Gianniiiiiiiiiiiiii sono ottimista..... l'ottimismo è il profumo della vitaaaaaaaaaaaaaaaaaaaaaaaaaaaa

----------

## mirko_3

https://forums.gentoo.org/viewtopic.php?t=250707&highlight=ati+windows+codebase

Riporto il link per i pigri... guardate il quarto post che riassume tutto.

----------

## Sparker

Ero presente alla chat.

Finchè non vedo non credo, hanno deluso troppo volte.

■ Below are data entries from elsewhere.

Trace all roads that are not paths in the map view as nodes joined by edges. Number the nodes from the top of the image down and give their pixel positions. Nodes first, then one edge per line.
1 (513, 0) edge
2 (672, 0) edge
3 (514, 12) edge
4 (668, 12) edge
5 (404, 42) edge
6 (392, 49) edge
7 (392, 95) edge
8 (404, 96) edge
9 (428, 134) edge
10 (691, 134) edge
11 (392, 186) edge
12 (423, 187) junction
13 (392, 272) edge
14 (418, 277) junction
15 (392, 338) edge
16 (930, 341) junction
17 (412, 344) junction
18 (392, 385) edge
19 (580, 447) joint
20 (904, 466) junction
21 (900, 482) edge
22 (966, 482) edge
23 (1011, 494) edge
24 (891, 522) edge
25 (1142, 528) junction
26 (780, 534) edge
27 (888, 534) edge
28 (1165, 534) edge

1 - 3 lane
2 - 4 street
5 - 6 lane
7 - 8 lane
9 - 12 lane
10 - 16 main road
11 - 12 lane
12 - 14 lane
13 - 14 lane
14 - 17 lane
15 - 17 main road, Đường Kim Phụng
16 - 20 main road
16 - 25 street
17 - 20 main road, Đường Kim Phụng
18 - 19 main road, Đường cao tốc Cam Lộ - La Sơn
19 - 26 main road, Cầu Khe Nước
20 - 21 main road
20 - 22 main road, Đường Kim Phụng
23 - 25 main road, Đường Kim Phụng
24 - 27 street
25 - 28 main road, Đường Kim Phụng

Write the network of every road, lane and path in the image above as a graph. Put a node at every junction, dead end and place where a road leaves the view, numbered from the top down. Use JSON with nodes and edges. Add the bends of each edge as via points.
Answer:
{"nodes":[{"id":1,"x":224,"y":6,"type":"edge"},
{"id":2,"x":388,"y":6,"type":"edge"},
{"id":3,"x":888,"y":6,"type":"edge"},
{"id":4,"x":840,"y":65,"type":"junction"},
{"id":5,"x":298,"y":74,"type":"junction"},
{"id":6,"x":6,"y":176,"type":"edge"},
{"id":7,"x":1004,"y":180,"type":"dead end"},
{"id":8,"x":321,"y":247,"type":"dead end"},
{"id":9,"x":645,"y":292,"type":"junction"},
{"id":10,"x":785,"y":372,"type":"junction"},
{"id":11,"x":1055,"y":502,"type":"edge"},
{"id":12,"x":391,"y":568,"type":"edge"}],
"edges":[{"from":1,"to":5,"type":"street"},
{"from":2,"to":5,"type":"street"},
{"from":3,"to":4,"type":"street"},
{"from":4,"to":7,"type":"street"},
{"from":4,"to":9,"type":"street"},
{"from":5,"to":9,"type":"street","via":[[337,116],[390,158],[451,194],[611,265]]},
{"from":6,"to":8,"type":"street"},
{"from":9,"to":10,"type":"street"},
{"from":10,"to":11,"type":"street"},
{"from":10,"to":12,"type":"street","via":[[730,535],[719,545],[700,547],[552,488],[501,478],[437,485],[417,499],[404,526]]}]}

Hanno promesso di tutto e dato in sacco di "Marketing Answers"

----------

## theRealMorpheu5

 *X-Drum wrote:*   

> ma scusa se metti in /etc/portage/package.mask:
> 
> ```
> >x11-base/xorg-x11-6.7.0-r3
> ```
> ...

 

Tecnicamente sì. Praticamente il mio portage non è molto d'accordo.

----------

## randomaze

 *theRealMorpheu5 wrote:*   

> Tecnicamente sì. Praticamente il mio portage non è molto d'accordo.

 

Ovvero?

Non funziona?

Ti da dei messaggi di errore? Quali?

----------

## Vide

Se ha qualcuno può interessare, io ho una 9200 e proprio questo pomeriggio sono passato da Xfree 4.3 + fglrx a Xorg 6.8 + radeon (driver open)

L'ho fatto seguendo 

questo thread. Spero possa essere di aiuto a qualcuno

----------

## Thundah

Io uso xorg 6.8 con i drivers open e funziona tutto bene... inoltre coi drivers open funziona il cavo DVI, invece con quelli closed tale cavo non funzionava... 

Mauro

----------

## theRealMorpheu5

 *randomaze wrote:*   

> Ovvero?
> 
> Non funziona?
> 
> Ti da dei messaggi di errore? Quali?

 

Nessun errore, solo non funziona. E ad ogni sync perdo la modifica.

----------

## randomaze

 *theRealMorpheu5 wrote:*   

> Nessun errore, solo non funziona. E ad ogni sync perdo la modifica.

 

 :Shocked: 

Che io sappia il sync non tocca minimamente i files il /etc/portage... i miei sono lí da un bel pò ormai...

----------

## theRealMorpheu5

ANNUNCIAZIÒ ANNUNCIAZIÒ

Vedo or'ora questi ati-drivers-3.14.6 in portage, sembrano mascherati ma che dite, qualcuno sa se funzionano con xorg-6.8.x? Il sito della ATI li dà per stabili... magari è la release che aspettavamo.[/b]

----------

## CLod

personalmente prima avevo nvidia e avevo problemi

con i driver ati zero problemi

almeno quello

è  il resto che mi sta spakkando in 2   :Smile: 

----------

## theRealMorpheu5

Boh, la questione è che gli ati closed piantano di brutto xorg-6.8... magari sbaglio io qualcosa nel configurarli però boh, prendo il programmino che genera il file per xfree automaticamente, faccio gli opportuni aggiustamenti per xorg e di solito tutto andava splendidamente.

----------

## Vendicatore

Mi associo pure io alla protesta (avevo una 9800, venduta perche' a 64bit potevo usare solo il 2d).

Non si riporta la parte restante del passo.